> [The task]
Please restate every record below word for word and skip the pictures.

> [Collected data entries]
# # #

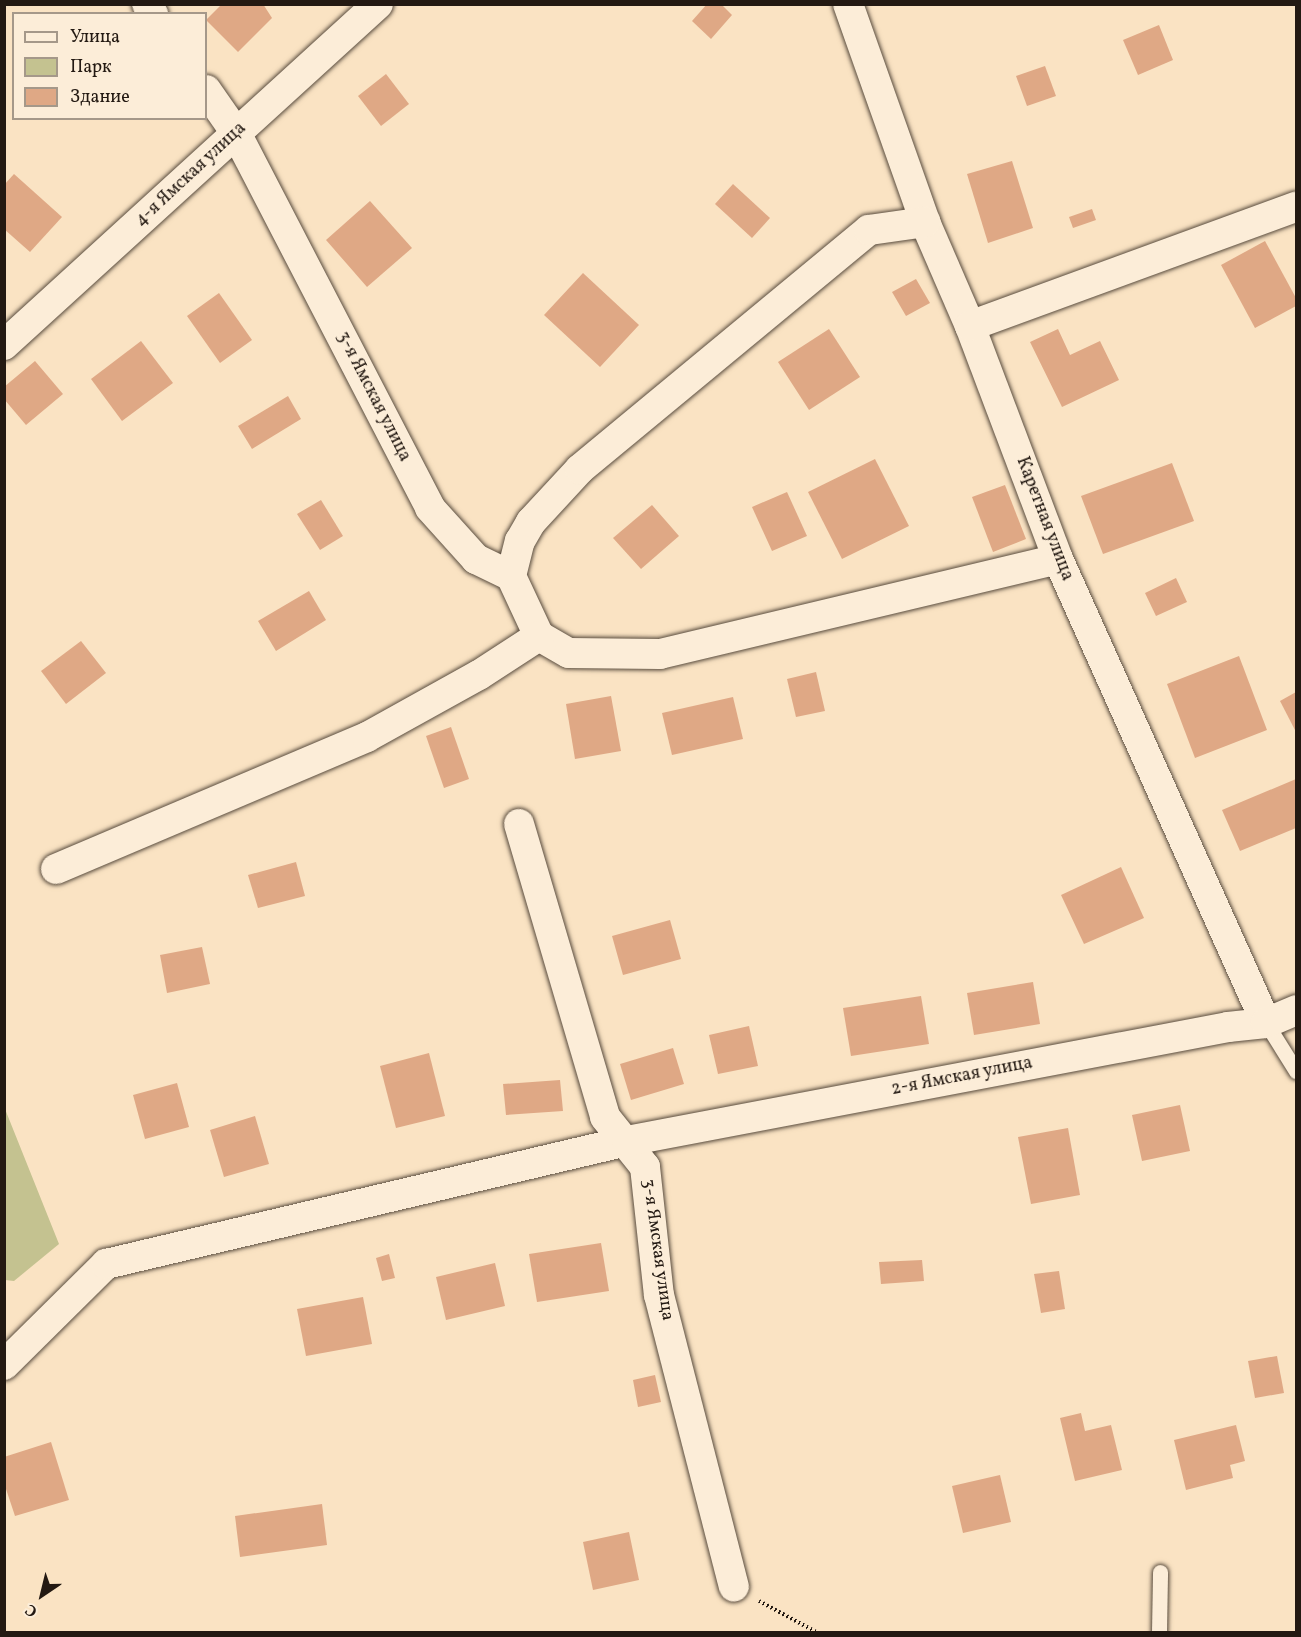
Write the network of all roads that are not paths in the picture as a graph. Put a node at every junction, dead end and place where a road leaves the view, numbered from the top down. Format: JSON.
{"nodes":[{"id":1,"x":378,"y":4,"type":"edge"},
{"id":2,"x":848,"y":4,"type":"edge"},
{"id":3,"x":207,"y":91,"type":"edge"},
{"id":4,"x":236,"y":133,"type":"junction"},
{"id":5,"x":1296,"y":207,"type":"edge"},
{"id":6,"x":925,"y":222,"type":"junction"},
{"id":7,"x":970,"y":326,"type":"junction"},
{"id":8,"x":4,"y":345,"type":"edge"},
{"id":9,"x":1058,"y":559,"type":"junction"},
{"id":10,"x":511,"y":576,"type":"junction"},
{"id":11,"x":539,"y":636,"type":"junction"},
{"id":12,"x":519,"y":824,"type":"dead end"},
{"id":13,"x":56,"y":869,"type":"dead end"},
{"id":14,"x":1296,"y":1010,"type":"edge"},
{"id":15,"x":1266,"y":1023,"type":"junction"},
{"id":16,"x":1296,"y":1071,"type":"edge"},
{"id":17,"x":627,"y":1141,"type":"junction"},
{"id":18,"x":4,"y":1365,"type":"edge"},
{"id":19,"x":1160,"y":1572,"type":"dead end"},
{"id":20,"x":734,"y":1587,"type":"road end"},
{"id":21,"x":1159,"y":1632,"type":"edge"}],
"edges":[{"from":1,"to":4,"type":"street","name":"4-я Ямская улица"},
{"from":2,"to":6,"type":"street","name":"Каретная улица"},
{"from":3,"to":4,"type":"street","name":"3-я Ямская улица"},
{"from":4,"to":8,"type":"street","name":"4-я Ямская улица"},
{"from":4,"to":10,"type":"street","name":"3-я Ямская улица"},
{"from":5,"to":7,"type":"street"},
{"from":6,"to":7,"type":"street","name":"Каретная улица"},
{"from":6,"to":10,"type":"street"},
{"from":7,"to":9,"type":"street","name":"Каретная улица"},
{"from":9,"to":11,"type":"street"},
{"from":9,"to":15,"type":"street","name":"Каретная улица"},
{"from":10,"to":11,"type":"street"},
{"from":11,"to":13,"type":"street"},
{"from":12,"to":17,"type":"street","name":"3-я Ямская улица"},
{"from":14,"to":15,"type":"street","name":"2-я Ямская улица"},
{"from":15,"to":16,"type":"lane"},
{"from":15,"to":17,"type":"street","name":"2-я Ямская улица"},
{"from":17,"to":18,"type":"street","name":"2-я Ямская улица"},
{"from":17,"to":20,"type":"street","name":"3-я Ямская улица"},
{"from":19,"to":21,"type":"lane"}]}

# # #

> [Expected output]
Write the network of all roads that are not paths in the picture as a graph. Put a node at every junction, dead end and place where a road leaves the view, numbered from the top down. Format: JSON.
{"nodes":[{"id":1,"x":378,"y":4,"type":"edge"},
{"id":2,"x":848,"y":4,"type":"edge"},
{"id":3,"x":207,"y":91,"type":"edge"},
{"id":4,"x":236,"y":133,"type":"junction"},
{"id":5,"x":1296,"y":207,"type":"edge"},
{"id":6,"x":925,"y":222,"type":"junction"},
{"id":7,"x":970,"y":326,"type":"junction"},
{"id":8,"x":4,"y":345,"type":"edge"},
{"id":9,"x":1058,"y":559,"type":"junction"},
{"id":10,"x":511,"y":576,"type":"junction"},
{"id":11,"x":539,"y":636,"type":"junction"},
{"id":12,"x":519,"y":824,"type":"dead end"},
{"id":13,"x":56,"y":869,"type":"dead end"},
{"id":14,"x":1296,"y":1010,"type":"edge"},
{"id":15,"x":1266,"y":1023,"type":"junction"},
{"id":16,"x":1296,"y":1071,"type":"edge"},
{"id":17,"x":627,"y":1141,"type":"junction"},
{"id":18,"x":4,"y":1365,"type":"edge"},
{"id":19,"x":1160,"y":1572,"type":"dead end"},
{"id":20,"x":734,"y":1587,"type":"road end"},
{"id":21,"x":1159,"y":1632,"type":"edge"}],
"edges":[{"from":1,"to":4,"type":"street","name":"4-я Ямская улица"},
{"from":2,"to":6,"type":"street","name":"Каретная улица"},
{"from":3,"to":4,"type":"street","name":"3-я Ямская улица"},
{"from":4,"to":8,"type":"street","name":"4-я Ямская улица"},
{"from":4,"to":10,"type":"street","name":"3-я Ямская улица"},
{"from":5,"to":7,"type":"street"},
{"from":6,"to":7,"type":"street","name":"Каретная улица"},
{"from":6,"to":10,"type":"street"},
{"from":7,"to":9,"type":"street","name":"Каретная улица"},
{"from":9,"to":11,"type":"street"},
{"from":9,"to":15,"type":"street","name":"Каретная улица"},
{"from":10,"to":11,"type":"street"},
{"from":11,"to":13,"type":"street"},
{"from":12,"to":17,"type":"street","name":"3-я Ямская улица"},
{"from":14,"to":15,"type":"street","name":"2-я Ямская улица"},
{"from":15,"to":16,"type":"lane"},
{"from":15,"to":17,"type":"street","name":"2-я Ямская улица"},
{"from":17,"to":18,"type":"street","name":"2-я Ямская улица"},
{"from":17,"to":20,"type":"street","name":"3-я Ямская улица"},
{"from":19,"to":21,"type":"lane"}]}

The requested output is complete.